Я обожал воскресенья. Поутру отец брал меня с собой на Грюнвальдштрассе, чтобы пропустить стаканчик-другой со своими друзьями. Эти аперитивы назывались Frühschoppen («опохмелка»), но на самом деле были просто предлогом для мужского общения. Мне нравилось слушать, о чем они говорили.
Думаю, эти воскресные утренние выходы в город со стороны отца были попыткой противостоять феминизирующему влиянию матери. По мере того как я становился старше, он начал сознавать, что внешность и поступки его дорогого сына не отличаются той мужественностью, которой ему бы хотелось. Когда мне было девять лет, он отправил меня в гимнастическую школу для «недоразвитых» еврейских детей на Харденбергштрассе. Школой руководили две сестры, старые девы. Я ненавидел их. Я ненавидел гимнастику. Я ненавидел запах пота от женских и мужских тел.
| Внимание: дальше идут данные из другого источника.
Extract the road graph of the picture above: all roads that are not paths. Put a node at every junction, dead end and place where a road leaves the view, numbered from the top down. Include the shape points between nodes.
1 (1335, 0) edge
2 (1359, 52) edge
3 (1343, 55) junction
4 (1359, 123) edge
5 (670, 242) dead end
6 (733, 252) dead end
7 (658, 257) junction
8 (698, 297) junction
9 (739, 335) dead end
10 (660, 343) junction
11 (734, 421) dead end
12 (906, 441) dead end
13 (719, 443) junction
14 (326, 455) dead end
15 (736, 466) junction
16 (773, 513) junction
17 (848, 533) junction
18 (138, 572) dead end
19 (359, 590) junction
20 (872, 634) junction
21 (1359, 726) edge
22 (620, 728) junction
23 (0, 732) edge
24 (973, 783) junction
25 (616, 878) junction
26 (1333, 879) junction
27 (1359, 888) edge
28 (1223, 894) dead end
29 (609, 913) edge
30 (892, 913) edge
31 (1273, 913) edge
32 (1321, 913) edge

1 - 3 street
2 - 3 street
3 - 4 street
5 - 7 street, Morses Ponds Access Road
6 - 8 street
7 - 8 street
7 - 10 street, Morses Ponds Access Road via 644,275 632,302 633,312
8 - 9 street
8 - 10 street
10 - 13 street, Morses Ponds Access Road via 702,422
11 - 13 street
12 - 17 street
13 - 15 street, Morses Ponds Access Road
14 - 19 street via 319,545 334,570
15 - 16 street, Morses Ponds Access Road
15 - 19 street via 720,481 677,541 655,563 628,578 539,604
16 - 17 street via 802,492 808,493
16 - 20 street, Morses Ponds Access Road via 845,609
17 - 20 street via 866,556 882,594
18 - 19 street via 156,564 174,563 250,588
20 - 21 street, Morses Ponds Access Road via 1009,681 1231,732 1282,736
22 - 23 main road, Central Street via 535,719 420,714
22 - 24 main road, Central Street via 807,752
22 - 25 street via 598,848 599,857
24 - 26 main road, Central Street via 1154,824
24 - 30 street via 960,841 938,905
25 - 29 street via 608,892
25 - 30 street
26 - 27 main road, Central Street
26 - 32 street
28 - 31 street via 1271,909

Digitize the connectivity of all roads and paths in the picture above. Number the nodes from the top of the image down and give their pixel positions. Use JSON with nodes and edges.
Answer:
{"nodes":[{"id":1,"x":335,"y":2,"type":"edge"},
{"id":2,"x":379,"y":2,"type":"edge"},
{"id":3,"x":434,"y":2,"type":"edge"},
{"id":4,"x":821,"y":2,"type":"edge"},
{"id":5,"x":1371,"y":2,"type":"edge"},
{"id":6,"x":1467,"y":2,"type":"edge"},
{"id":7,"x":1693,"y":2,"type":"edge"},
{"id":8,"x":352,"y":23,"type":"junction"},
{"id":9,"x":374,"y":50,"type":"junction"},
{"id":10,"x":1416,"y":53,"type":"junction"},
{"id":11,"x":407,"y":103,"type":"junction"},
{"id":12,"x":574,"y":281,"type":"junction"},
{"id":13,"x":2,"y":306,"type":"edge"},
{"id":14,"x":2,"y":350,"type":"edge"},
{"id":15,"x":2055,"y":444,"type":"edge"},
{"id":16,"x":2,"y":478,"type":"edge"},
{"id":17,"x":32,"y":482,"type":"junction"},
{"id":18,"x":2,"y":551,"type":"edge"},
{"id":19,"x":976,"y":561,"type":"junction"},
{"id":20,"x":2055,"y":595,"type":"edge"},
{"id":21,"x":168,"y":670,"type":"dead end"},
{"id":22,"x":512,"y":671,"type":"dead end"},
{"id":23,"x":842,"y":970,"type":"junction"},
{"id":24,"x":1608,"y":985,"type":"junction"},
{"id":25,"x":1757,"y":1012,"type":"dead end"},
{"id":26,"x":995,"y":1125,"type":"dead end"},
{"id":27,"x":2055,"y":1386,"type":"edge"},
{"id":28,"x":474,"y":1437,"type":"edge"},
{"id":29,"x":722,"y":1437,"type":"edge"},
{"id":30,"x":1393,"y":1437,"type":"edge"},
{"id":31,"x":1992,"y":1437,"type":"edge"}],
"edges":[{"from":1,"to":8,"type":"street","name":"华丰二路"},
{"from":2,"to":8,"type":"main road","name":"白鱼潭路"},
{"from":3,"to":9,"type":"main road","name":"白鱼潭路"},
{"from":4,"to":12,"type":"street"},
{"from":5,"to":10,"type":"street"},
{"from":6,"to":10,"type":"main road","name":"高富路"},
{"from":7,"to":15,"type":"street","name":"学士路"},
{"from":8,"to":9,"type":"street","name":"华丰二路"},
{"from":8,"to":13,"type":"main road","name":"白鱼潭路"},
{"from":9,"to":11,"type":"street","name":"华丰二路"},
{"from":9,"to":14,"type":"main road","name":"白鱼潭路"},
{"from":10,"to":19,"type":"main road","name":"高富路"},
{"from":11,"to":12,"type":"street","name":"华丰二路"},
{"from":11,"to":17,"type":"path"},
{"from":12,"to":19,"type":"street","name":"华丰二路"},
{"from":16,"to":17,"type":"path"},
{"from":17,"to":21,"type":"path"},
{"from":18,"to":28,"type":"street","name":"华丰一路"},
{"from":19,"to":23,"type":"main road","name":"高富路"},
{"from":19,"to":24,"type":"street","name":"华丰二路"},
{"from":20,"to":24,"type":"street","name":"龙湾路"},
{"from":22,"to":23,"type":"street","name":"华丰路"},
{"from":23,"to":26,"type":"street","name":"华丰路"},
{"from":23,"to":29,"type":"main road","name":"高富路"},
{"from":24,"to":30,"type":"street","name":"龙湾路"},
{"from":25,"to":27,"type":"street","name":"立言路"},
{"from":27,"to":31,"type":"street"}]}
Все мы были примерно одного возраста и носили спортивные фуфайки с одинаковыми инициалами «Т. G.». Это была монограмма владелиц гимнастической школы, но мама, увидев меня в этой форме, обычно говорила: «Вот идут Tiller Girls» (так называлась очень популярная группа танцовщиц в берлинских кабаре). Конечно, от этого я еще больше ненавидел спортивные занятия.